3.  The Anglican tradition also includes the English Reformers, so the Book of Homilies and Richard Hooker at large are to be part of my long-range plan, as is Foxe’s Book of Martyrs.

4.  The Anglican tradition has a large component of hymnody worth exploring, and since I have 3 copies of Canada’s 1938 Hymn Book, I am well-prepared for this angle.  Alongside hymnody are the poets — Donne, Herbert, et al.

5. The pre-Reformation English tradition, from St. Augustine of Canterbury to the Venerable Bede to St. Anselm to Lady Julian of Norwich and more is part of the tradition as well.  I think a study of the mediaeval roots of “Reformation” thought would be a worthy activity.  Despite the arguments over the date of Easter and monasticism, mediaeval English Christianity tried to adapt local Celtic customs as part of their own, thus making “Celtic” Christianity also fair game.

6.  Patristics is fair game, being the root of much mediaeval Christian thought as well as much Reformation thought.  The Fathers are the Fathers of all Christendom, not just the Roman Catholic or Eastern Orthodox bits.

7.  The theologians other than the Reformers, up to the present day.  The emphasis on Tradition means that, while I should probably grapple with the likes of Spong, Ingham, and more, my emphasis should fall on the Wesleys, the Anglo-Catholics/Oxford Movement, C.S. Lewis, N.T. Wright, J.I. Packer, John Stott, and their ilk.

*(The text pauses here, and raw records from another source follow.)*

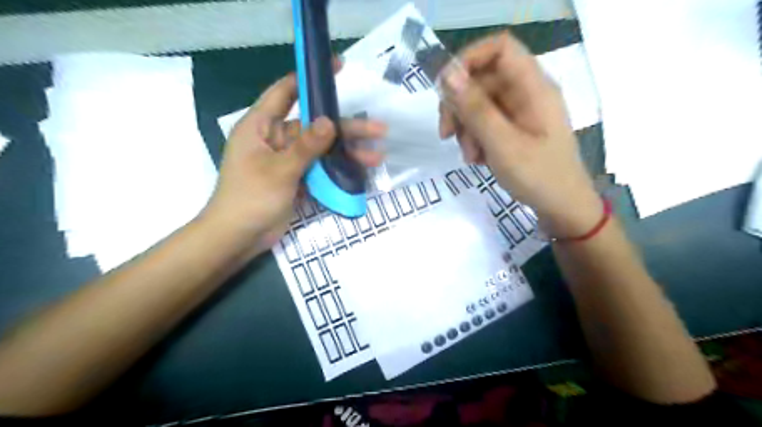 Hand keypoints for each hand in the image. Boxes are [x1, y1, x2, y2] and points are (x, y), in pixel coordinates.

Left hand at [201, 71, 383, 253]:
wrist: (239, 238)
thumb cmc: (250, 199)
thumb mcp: (279, 170)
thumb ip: (305, 146)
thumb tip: (330, 121)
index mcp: (261, 126)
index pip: (286, 92)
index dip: (310, 77)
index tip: (337, 68)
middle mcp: (277, 138)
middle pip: (316, 126)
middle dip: (347, 128)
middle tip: (379, 129)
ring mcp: (289, 160)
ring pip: (323, 149)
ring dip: (349, 152)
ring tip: (378, 156)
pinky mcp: (298, 178)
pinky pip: (322, 168)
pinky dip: (339, 169)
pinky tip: (361, 172)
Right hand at [438, 31, 605, 238]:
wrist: (561, 207)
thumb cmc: (538, 176)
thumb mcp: (502, 144)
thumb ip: (475, 109)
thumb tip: (447, 75)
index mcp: (532, 87)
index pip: (499, 48)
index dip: (469, 59)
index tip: (445, 88)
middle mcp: (526, 93)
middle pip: (482, 79)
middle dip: (459, 106)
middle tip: (446, 135)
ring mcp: (520, 111)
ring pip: (479, 104)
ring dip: (465, 128)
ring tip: (470, 157)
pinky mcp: (514, 128)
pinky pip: (485, 122)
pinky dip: (474, 138)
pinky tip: (477, 159)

The above should probably last me until I’m dead.  Re those within Anglicanism who are divergent voices of dissent who attack and judge the tradition, I believe that the way to approach them is to look at them through the lens of the tradition, taking those bits that fall beyond the bounds of Scripture, the Creeds, and the 39 Articles, and providing cogent, reasonable, biblical, and traditional critique.

What about your tradition?  What are the roots and classic writings of Baptists, Mennonites, the Christian Reformed Church, Roman Catholicism, Pentecostalism?  With these in one hand, the Bible in the other, large doses of prayer, and the enlivening of the Holy Spirit, we should be more clearly drawn towards the image of the likeness of Christ than when our own idiosyncrasies take control as we read our Bibles all alone in our rooms.  Oh, also, take along a worshipping ecclesial community for the journey.  God will use them to shape you mightily as well.